In this large descriptive analysis, patients with HFmrEF had an atherothrombotic phenotype distinct from other forms of HF. Interventions aimed at treating coronary ischaemia and addressing prevalent risk factors may play a particularly important role in the management of patients with HFmrEF.
对于射血分数中间值的心衰(HFmrEF;左心室射血分数 [LVEF] 为 41%-49%)患者,目前尚无管理指南。HFmrEF 是否应被视为一个独立的组别,这一点尚存争议。本研究旨在研究射血分数中间值心衰(HFmrEF)患者的特征,这些患者同时患有射血分数降低的心衰(HFrEF;LVEF≤40%)或射血分数保留的心衰(HFpEF;LVEF≥50%)。

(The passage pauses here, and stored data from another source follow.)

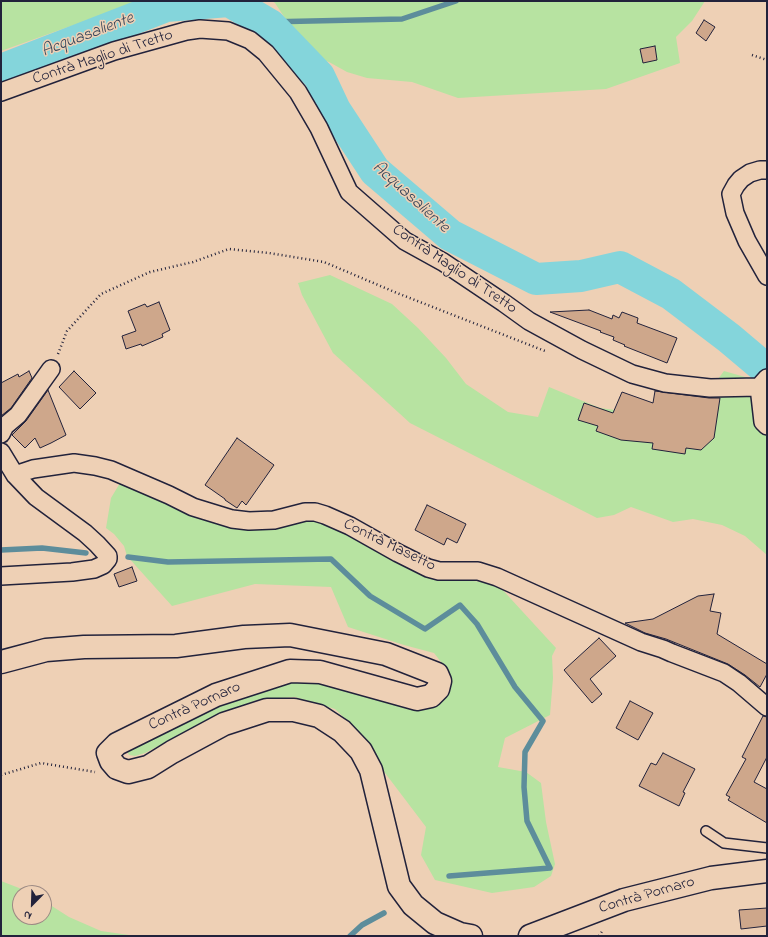 <!DOCTYPE html>
<meta charset="utf-8">
<style>
body{margin:0}
#map{position:relative;width:768px;height:937px;overflow:hidden;background:#eed0b5;font-family:"Indie Flower",sans-serif}
canvas{display:block}
.frame{position:absolute;inset:0;border:2px solid #22223b;pointer-events:none}
.north{position:absolute;left:12px;top:885px;width:40px;height:40px;box-sizing:border-box;background:#eed0b5;border:1px solid #9c8a84;border-radius:50%;rotate:203deg;font-size:11px;font-weight:700;line-height:16px;text-align:center;color:#22223b}
.north::after{content:'';display:block;margin:auto;width:14px;height:18px;background:#22223b;clip-path:polygon(50% 0,100% 100%,50% 72%,0 100%)}
</style>
<div id="map">
<canvas width="768" height="937"></canvas>
<div class="frame"></div>
<div class="north">N</div>
</div>
<script>
const g = document.querySelector('canvas').getContext('2d');
g.lineJoin = 'round';
function fill(path, color) {
  g.fillStyle = color;
  g.fill(path, 'evenodd');
}
function poly(rows) {
  const path = new Path2D();
  for (const r of rows) {
    path.moveTo(r[0], r[1]);
    for (let i = 2; i < r.length; i += 2) path.lineTo(r[i], r[i + 1]);
  }
  return path;
}
function strokePath(path, color, width, dash) {
  g.strokeStyle = color;
  g.lineWidth = width;
  g.lineCap = dash ? 'butt' : 'round';
  g.setLineDash(dash || []);
  g.stroke(path);
}
function drawText(font, color, halo, rows, align = 'center') {
  g.font = font + ' "Indie Flower",sans-serif';
  g.lineWidth = 3;
  g.setLineDash([]);
  g.textBaseline = 'middle';
  g.strokeStyle = halo;
  g.fillStyle = color;
  for (const [text, x, y, turn = 0] of rows) {
    g.save();
    g.translate(x, y);
    g.rotate((+turn || 0) * Math.PI / 180);
    g.textAlign = isNaN(turn) ? turn : align;
    if (halo) g.strokeText(text, 0, 0);
    g.fillText(text, 0, 0);
    g.restore();
  }
}
const green = poly([
 [1,1,148,1,126,9,68,27,1,51],
 [272,1,705,1,692,21,676,37,680,63,606,89,458,98,412,82,367,78,347,72,329,62,312,56,304,47,275,3],
 [330,275,392,304,418,328,446,358,466,384,508,412,538,417,549,387,600,408,646,414,703,405,704,397,710,398,715,392,718,379,724,371,752,379,767,388,767,555,745,536,722,525,693,519,673,522,631,507,614,515,597,518,410,423,333,353,302,295,298,283],
 [126,473,232,513,269,512,311,509,473,581,495,583,500,587,556,648,552,656,553,678,550,715,505,738,498,767,526,772,541,783,546,822,555,864,551,876,534,887,492,893,435,880,421,855,426,827,379,765,363,736,335,709,295,697,257,700,217,715,145,753,135,756,129,755,126,749,142,735,298,675,422,702,445,667,434,653,404,645,348,627,331,587,255,584,172,606,127,556,124,546,114,534,106,528,111,498],
 [1,881,32,893,20,893,20,917,44,917,44,901,69,917,101,931,136,936,1,936]
]);
const stream = poly([
 [266,22,402,19,456,1],
 [1,550,42,548,86,553],
 [128,557,168,562,331,559,370,596,425,629,460,605,477,624,515,687,543,721,525,752,524,787,527,821,550,868,449,876],
 [350,936,362,925,384,913]
]);
const river = poly([
 [1,70,166,6,229,1,270,25,319,76,335,110,375,171,450,235,536,279,581,276,620,267,671,294,729,338,767,370]
]);
const building = poly([
 [704,20,715,27,706,41,696,33,704,20],
 [655,46,657,60,643,63,640,49,655,46],
 [159,302,170,330,162,334,163,337,142,346,141,344,126,349,122,336,136,331,128,311,145,304,147,307,159,302],
 [589,310,612,319,613,315,619,318,622,312,638,318,637,323,677,338,667,363,624,346,625,345,613,340,614,337,600,332,601,331,550,312,589,310],
 [29,371,32,378,11,408,1,416,1,383,18,374,19,377,29,371],
 [74,371,96,393,80,409,59,387,74,371],
 [48,390,66,435,51,443,40,448,35,438,25,448,12,435,26,421,48,390],
 [655,391,709,398,720,398,714,438,701,450,686,448,685,454,652,449,653,443,621,440,596,431,598,426,578,420,584,403,613,413,622,392,653,403,655,391],
 [237,438,274,465,246,505,242,501,237,508,225,500,225,499,205,485,237,438],
 [427,505,466,524,457,543,447,538,444,545,415,530,427,505],
 [132,567,137,581,119,587,114,574,132,567],
 [714,594,710,611,721,613,717,634,767,664,767,674,760,687,745,675,728,664,666,639,645,633,625,623,653,619,698,596,714,594],
 [599,638,616,656,590,679,602,694,592,703,564,670,599,638],
 [630,701,653,713,638,740,616,728,630,701],
 [763,716,767,717,767,757,754,782,767,789,767,823,728,800,730,797,726,795,746,759,742,757,763,716],
 [663,753,695,769,683,792,685,793,679,806,639,786,651,763,656,765,663,753],
 [767,908,767,926,741,929,739,910,767,908]
]);
const path = poly([
 [752,55,767,60],
 [58,354,67,331,101,294,150,272,193,262,229,249,269,253,324,262,397,293,545,351],
 [1,775,41,763,95,772],
 [599,936,603,930]
]);
const service = poly([
 [706,831,724,843,767,848]
]);
const minor = poly([
 [1,92,114,51,186,31,200,29,228,31,250,40,266,53,298,92,319,128,349,192,405,241,443,262,504,303,529,321,582,350,632,374,665,383,710,388,759,387,767,378],
 [767,170,760,170,750,173,741,179,736,185,731,194,735,213,747,241,767,276],
 [759,387,763,422,767,426],
 [1,434,5,426,18,415,51,369],
 [1,452,15,475,36,497,85,533,97,544,108,556,108,559,103,565,94,569,72,572,1,576],
 [15,475,33,469,74,463,95,466,111,470,169,495,193,507,232,519,249,521,274,520,305,512,315,512,325,515,350,526,398,553,428,568,439,571,478,571,497,577,641,642,663,649,672,653,724,673,739,683,767,707]
]);
const tertiary = poly([
 [1,662,46,650,84,647,176,646,244,637,290,635,386,654,437,674,440,681,438,689,431,696,417,699,320,672,290,671,216,695,117,744,108,753,111,761,117,768,128,772,148,767,172,752,224,724,267,710,294,710,319,716,342,731,361,751,371,770,399,886,413,905,435,923,460,934,471,936],
 [530,936,624,900,711,878,767,871]
]);
const streetNames = [
 ["Contrà Maglio di Tretto",103,58,-18],
 ["Contrà Maglio di Tretto",454,270,34],
 ["Contrà Masetto",389,546,26],
 ["Contrà Pornaro",195,707,-24],
 ["Contrà Pornaro",647,896,-16]
];
const waterNames = [
 ["Acquasaliente",88,36,-21],
 ["Acquasaliente",410,198,42]
];
fill(green, '#b7e3a1');
strokePath(stream, '#5d8d9b', 5.5);
strokePath(river, '#84d5db', 32);
fill(building, '#cea78b');
strokePath(building, '#22223b', 1);
strokePath(service, '#22223b', 12);
strokePath(minor, '#22223b', 20);
strokePath(tertiary, '#22223b', 25);
strokePath(path, '#22223b', 2.5, [1, 3]);
strokePath(service, '#eed0b5', 9);
strokePath(minor, '#eed0b5', 17);
strokePath(tertiary, '#eed0b5', 22);
drawText('16px', '#22223b', '#eed0b5', streetNames);
drawText('italic 17px', '#36465b', '#eed0b5', waterNames);
</script>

我们分析了 2008 年 5 月 1 日至 2016 年 6 月 30 日期间,美国心脏病学会国家心血管数据注册(NCDR)实践创新与临床卓越(PINNACLE)注册中心®中首次心衰患者就诊的数据。采用方差分析 F 检验(或非正态分布变量的 Kruskal-Wallis 检验)对连续参数进行分析,采用 χ 检验对首次诊断心衰就诊时的名义协变量进行分析。鉴于 NCDR PINNACLE 注册中心®是一个基于美国的数据注册中心,我们选择按照美国指南定义 HFmrEF,即 LVEF 为 41%-49%,与欧洲指南不同,欧洲指南将 HFmrEF 定义为 LVEF 为 40%-49%。在 1103386 名有可用数据的患者中,36.1%(N=398228)患有 HFrEF,7.5%(N=82292)患有 HFmrEF,56.5%(N=622866)患有 HFpEF。与 HFrEF 或 HFpEF 患者相比,HFmrEF 患者更常见冠状动脉疾病和外周动脉疾病,且更常患有心肌梗死、经皮冠状动脉介入治疗或冠状动脉旁路移植术(均 P<0.001)。HFmrEF 患者也更可能患有心房颤动/扑动、糖尿病和慢性肾病,且有吸烟史(均 P<0.001)。在接受 EF 评估的患者中,仅有 4.8%(N=1032)此前患有 HFrEF,后改善为 HFmrEF;32.9%(N=7072)此前患有 HFpEF,后进展为 HFmrEF。与 HFpEF 转为 HFmrEF 的患者相比,HFmrEF 保持不变的患者的情况要复杂得多,且治疗方案也较为保守(均 P<0.001)。
在这项大型描述性分析中,HFmrEF 患者的动脉粥样硬化血栓表型与其他形式的心衰不同。针对缺血性冠状动脉疾病和已有的风险因素的干预措施,可能在 HFmrEF 患者的管理中发挥特别重要的作用。